■ Task prompt:
Reproduce the records that follow exactly; any picture among them stays out.

(Collected data)
******

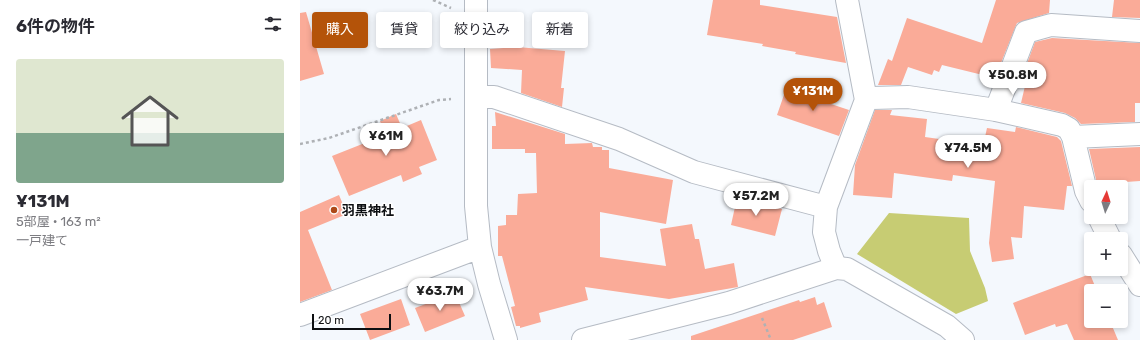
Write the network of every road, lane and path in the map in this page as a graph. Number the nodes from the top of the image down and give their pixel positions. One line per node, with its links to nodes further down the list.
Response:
1 (476, 0): 4 (street)
2 (847, 0): 5 (street)
3 (1140, 31): 6 (street)
4 (478, 97): 9 (path); 11 (street); 12 (street)
5 (866, 100): 6 (street); 11 (street)
6 (996, 110): 8 (street)
7 (1140, 134): 8 (street)
8 (1073, 136): 10 (street)
9 (300, 144)
10 (1084, 183)
11 (826, 207): 14 (street)
12 (480, 247): 16 (street); 17 (street)
13 (1128, 266): 15 (street)
14 (836, 268): 18 (street); 19 (street)
15 (1140, 285)
16 (300, 315)
17 (506, 340)
18 (583, 340)
19 (962, 340)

******

■ Result of this exercise:
Write the network of every road, lane and path in the map in this page as a graph. Number the nodes from the top of the image down and give their pixel positions. One line per node, with its links to nodes further down the list.
Response:
1 (476, 0): 4 (street)
2 (847, 0): 5 (street)
3 (1140, 31): 6 (street)
4 (478, 97): 9 (path); 11 (street); 12 (street)
5 (866, 100): 6 (street); 11 (street)
6 (996, 110): 8 (street)
7 (1140, 134): 8 (street)
8 (1073, 136): 10 (street)
9 (300, 144)
10 (1084, 183)
11 (826, 207): 14 (street)
12 (480, 247): 16 (street); 17 (street)
13 (1128, 266): 15 (street)
14 (836, 268): 18 (street); 19 (street)
15 (1140, 285)
16 (300, 315)
17 (506, 340)
18 (583, 340)
19 (962, 340)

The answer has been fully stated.